Where does that leave us? We would do well to take a lesson from our Cold War-era predecessors, a succession of administrations beginning with the Truman and Eisenhower presidencies that took a realistic view of what arms control might accomplish, while at the same time devoting great intellectual effort to developing strategies for addressing the challenges of the dangerous world in which they lived. The recommendations that follow are modest. Their purpose is to keep the United States’ nuclear options open until a fundamental review is completed and a well-crafted strategy is in place.

  • Build and expand global counterproliferation partnerships, strengthen NPT compliance and enforcement regimes, and improve human intelligence dedicated to counter-proliferation.

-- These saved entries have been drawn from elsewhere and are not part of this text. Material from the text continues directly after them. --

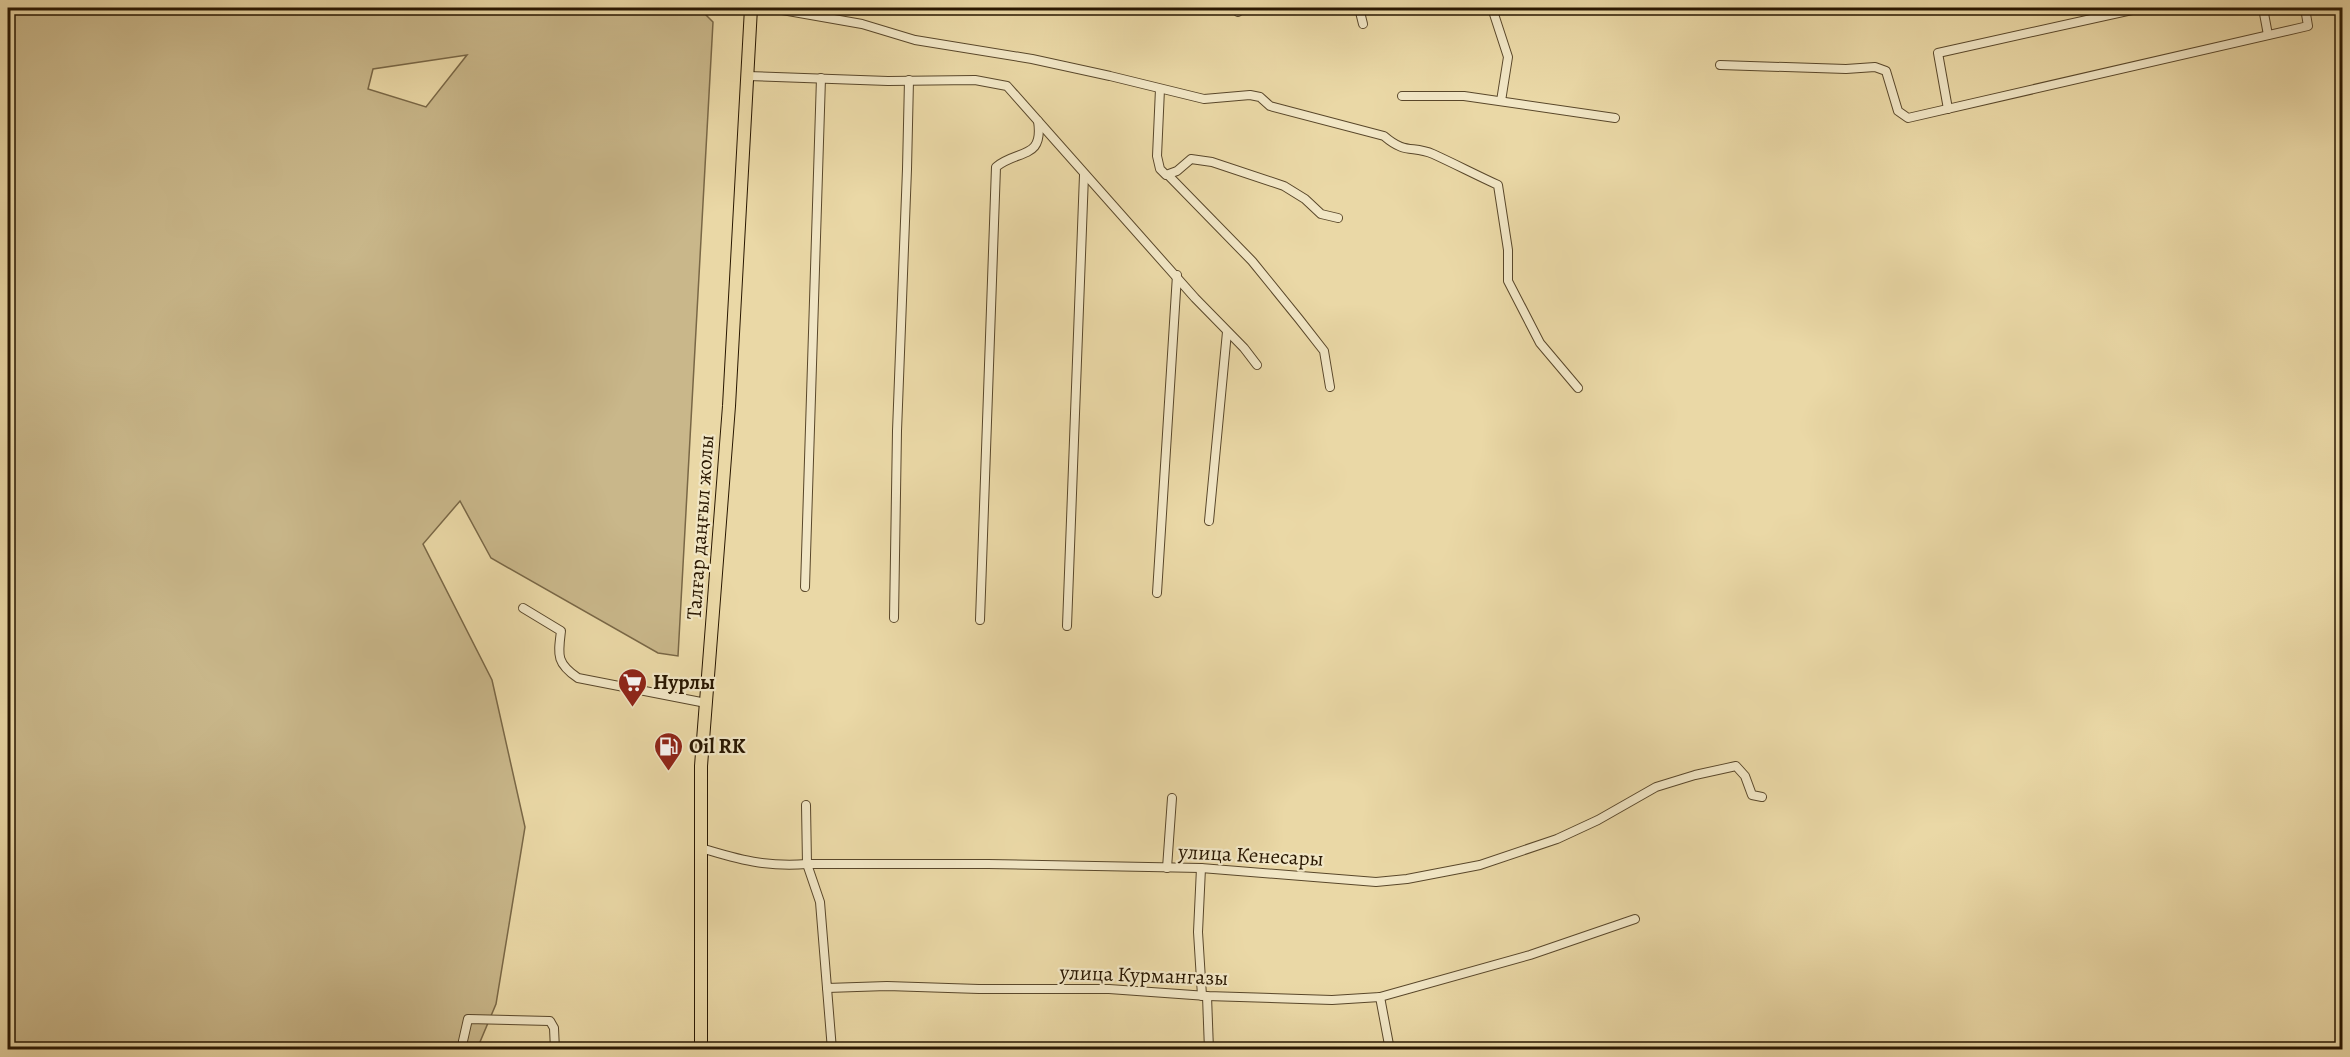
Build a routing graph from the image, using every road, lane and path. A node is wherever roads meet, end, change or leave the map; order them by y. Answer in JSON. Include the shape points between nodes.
{"nodes":[{"id":1,"x":751,"y":8,"type":"edge"},
{"id":2,"x":771,"y":8,"type":"edge"},
{"id":3,"x":1359,"y":8,"type":"edge"},
{"id":4,"x":1492,"y":8,"type":"edge"},
{"id":5,"x":2141,"y":8,"type":"edge"},
{"id":6,"x":2263,"y":8,"type":"edge"},
{"id":7,"x":2305,"y":8,"type":"edge"},
{"id":8,"x":1363,"y":24,"type":"dead end"},
{"id":9,"x":2268,"y":35,"type":"junction"},
{"id":10,"x":1720,"y":65,"type":"dead end"},
{"id":11,"x":747,"y":76,"type":"junction"},
{"id":12,"x":821,"y":78,"type":"junction"},
{"id":13,"x":909,"y":80,"type":"junction"},
{"id":14,"x":1160,"y":89,"type":"junction"},
{"id":15,"x":1402,"y":96,"type":"dead end"},
{"id":16,"x":1502,"y":100,"type":"junction"},
{"id":17,"x":1948,"y":109,"type":"junction"},
{"id":18,"x":1615,"y":118,"type":"dead end"},
{"id":19,"x":1037,"y":119,"type":"junction"},
{"id":20,"x":1084,"y":175,"type":"junction"},
{"id":21,"x":1168,"y":175,"type":"junction"},
{"id":22,"x":1338,"y":218,"type":"dead end"},
{"id":23,"x":1177,"y":275,"type":"junction"},
{"id":24,"x":1227,"y":332,"type":"junction"},
{"id":25,"x":1257,"y":365,"type":"dead end"},
{"id":26,"x":1330,"y":387,"type":"dead end"},
{"id":27,"x":1578,"y":388,"type":"dead end"},
{"id":28,"x":1209,"y":521,"type":"dead end"},
{"id":29,"x":805,"y":587,"type":"dead end"},
{"id":30,"x":1157,"y":593,"type":"dead end"},
{"id":31,"x":524,"y":608,"type":"dead end"},
{"id":32,"x":894,"y":618,"type":"dead end"},
{"id":33,"x":980,"y":620,"type":"dead end"},
{"id":34,"x":1067,"y":626,"type":"dead end"},
{"id":35,"x":706,"y":703,"type":"junction"},
{"id":36,"x":1762,"y":796,"type":"dead end"},
{"id":37,"x":1172,"y":798,"type":"dead end"},
{"id":38,"x":806,"y":805,"type":"dead end"},
{"id":39,"x":701,"y":848,"type":"junction"},
{"id":40,"x":807,"y":864,"type":"junction"},
{"id":41,"x":1167,"y":868,"type":"junction"},
{"id":42,"x":1201,"y":868,"type":"junction"},
{"id":43,"x":1635,"y":919,"type":"dead end"},
{"id":44,"x":827,"y":988,"type":"junction"},
{"id":45,"x":1205,"y":996,"type":"junction"},
{"id":46,"x":1380,"y":997,"type":"junction"},
{"id":47,"x":464,"y":1041,"type":"dead end"},
{"id":48,"x":555,"y":1050,"type":"edge"},
{"id":49,"x":701,"y":1050,"type":"edge"},
{"id":50,"x":832,"y":1050,"type":"edge"},
{"id":51,"x":1209,"y":1050,"type":"edge"},
{"id":52,"x":1390,"y":1050,"type":"edge"}],
"edges":[{"from":1,"to":11,"type":"main road","name":"Талғар даңғыл жолы"},
{"from":2,"to":14,"type":"street","via":[[862,24],[915,40],[1032,59]]},
{"from":3,"to":8,"type":"street"},
{"from":4,"to":16,"type":"street","via":[[1508,57]]},
{"from":5,"to":17,"type":"street","via":[[1938,53]]},
{"from":6,"to":9,"type":"street"},
{"from":7,"to":9,"type":"street","via":[[2308,26]]},
{"from":9,"to":17,"type":"street"},
{"from":10,"to":17,"type":"street","via":[[1875,67],[1886,71],[1898,111],[1908,118]]},
{"from":11,"to":12,"type":"street"},
{"from":11,"to":35,"type":"main road","name":"Талғар даңғыл жолы","via":[[729,406]]},
{"from":12,"to":13,"type":"street"},
{"from":12,"to":29,"type":"street"},
{"from":13,"to":19,"type":"street","via":[[975,80],[1007,86]]},
{"from":13,"to":32,"type":"street"},
{"from":14,"to":21,"type":"street","via":[[1157,156],[1160,169]]},
{"from":14,"to":27,"type":"street","via":[[1204,99],[1260,97],[1270,106],[1384,136],[1408,150],[1431,153],[1498,185],[1508,250],[1508,281],[1540,343]]},
{"from":15,"to":16,"type":"street"},
{"from":16,"to":18,"type":"street"},
{"from":19,"to":20,"type":"street"},
{"from":19,"to":33,"type":"street","via":[[1039,141],[1034,149],[996,167]]},
{"from":20,"to":23,"type":"street"},
{"from":20,"to":34,"type":"street"},
{"from":21,"to":22,"type":"street","via":[[1191,159],[1212,162],[1284,186],[1321,214]]},
{"from":21,"to":26,"type":"street","via":[[1252,261],[1324,351]]},
{"from":23,"to":24,"type":"street"},
{"from":23,"to":30,"type":"street"},
{"from":24,"to":25,"type":"street"},
{"from":24,"to":28,"type":"street"},
{"from":31,"to":35,"type":"street","via":[[561,631],[558,656],[565,669],[578,678]]},
{"from":35,"to":39,"type":"main road","name":"Талғар даңғыл жолы"},
{"from":36,"to":42,"type":"street","name":"улица Кенесары","via":[[1752,795],[1745,776],[1736,766],[1695,775],[1656,787],[1557,839],[1480,866],[1407,879],[1376,882]]},
{"from":37,"to":41,"type":"street"},
{"from":38,"to":40,"type":"street"},
{"from":39,"to":40,"type":"street","name":"улица Кенесары","via":[[750,862],[777,866]]},
{"from":39,"to":49,"type":"main road","name":"Талғар даңғыл жолы"},
{"from":40,"to":41,"type":"street","name":"улица Кенесары"},
{"from":40,"to":44,"type":"street","via":[[820,902]]},
{"from":41,"to":42,"type":"street","name":"улица Кенесары"},
{"from":42,"to":45,"type":"street","via":[[1198,932]]},
{"from":43,"to":46,"type":"street","name":"улица Курмангазы","via":[[1530,955]]},
{"from":44,"to":45,"type":"street","name":"улица Курмангазы","via":[[1109,989]]},
{"from":44,"to":50,"type":"street"},
{"from":45,"to":46,"type":"street","name":"улица Курмангазы","via":[[1332,1000]]},
{"from":45,"to":51,"type":"street"},
{"from":46,"to":52,"type":"street"},
{"from":47,"to":48,"type":"street","via":[[468,1019],[550,1021]]}]}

  • Assist friendly governments of new nuclear-armed states in improving their controls over their nuclear weapons, fissionable materials, and weapons production infrastructure.
  • Invest in capabilities that enhance the United States’ ability to detect, intercept and secure both weapons-grade fissile material (and even nuclear weapons themselves) in order to enforce existing control agreements; intercept nonstate entities armed with so-called dirty bombs or nuclear weapons; and recover “loose nukes” in the event a nuclear-armed state descends into chaos.

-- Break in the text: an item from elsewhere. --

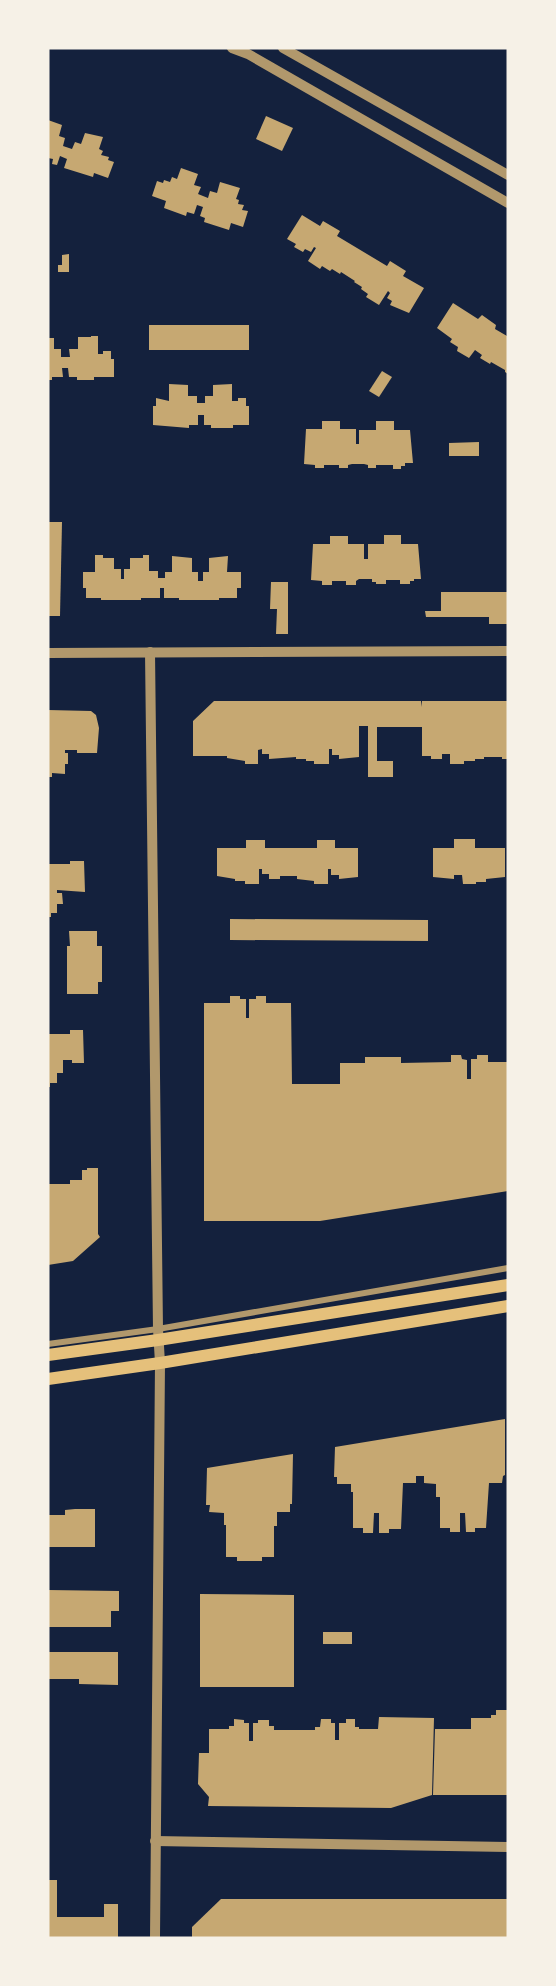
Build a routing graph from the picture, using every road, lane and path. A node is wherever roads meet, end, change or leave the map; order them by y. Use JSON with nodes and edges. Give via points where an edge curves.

  • Explore the full range of defenses against nuclear attack, to include attacks by traditional means (e.g., ballistic missiles, aircraft, and cruise missiles) and nontraditional means (e.g., covert insertion).

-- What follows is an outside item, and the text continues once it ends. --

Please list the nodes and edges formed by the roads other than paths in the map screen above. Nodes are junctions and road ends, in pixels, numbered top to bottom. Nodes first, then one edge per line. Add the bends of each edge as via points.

  • Develop war plans that can be implemented if deterrence fails and a limited attack occurs, so as to mitigate the consequences of the attack on the US homeland and America’s allies in such a manner as to maintain the freedom of action necessary to preserve vital interests at home and abroad.
  • Maintain the capability to respond promptly and devastatingly to aggression through both nuclear and nonnuclear means (e.g., guided weapons and cyber strikes), to include the ability to effect regime change in minor nuclear powers. To this end, the United States should enhance its capabilities for conducting highly distributed, highly integrated power-projection operations from standoff ranges (i.e., absent the use of fixed forward bases) under conditions of radioactive contamination, or against an enemy who retains the ability to threaten nuclear attack.

in sum, while the United States should continue to accord high priority to arresting nuclear proliferation and reversing it where possible, it must craft strategies for the world it will likely inhabit for the indefinite future: a world of eight or more nuclear-armed states—some of which are unstable, have ties to radical nonstate groups, or both—with the prospect of more to follow.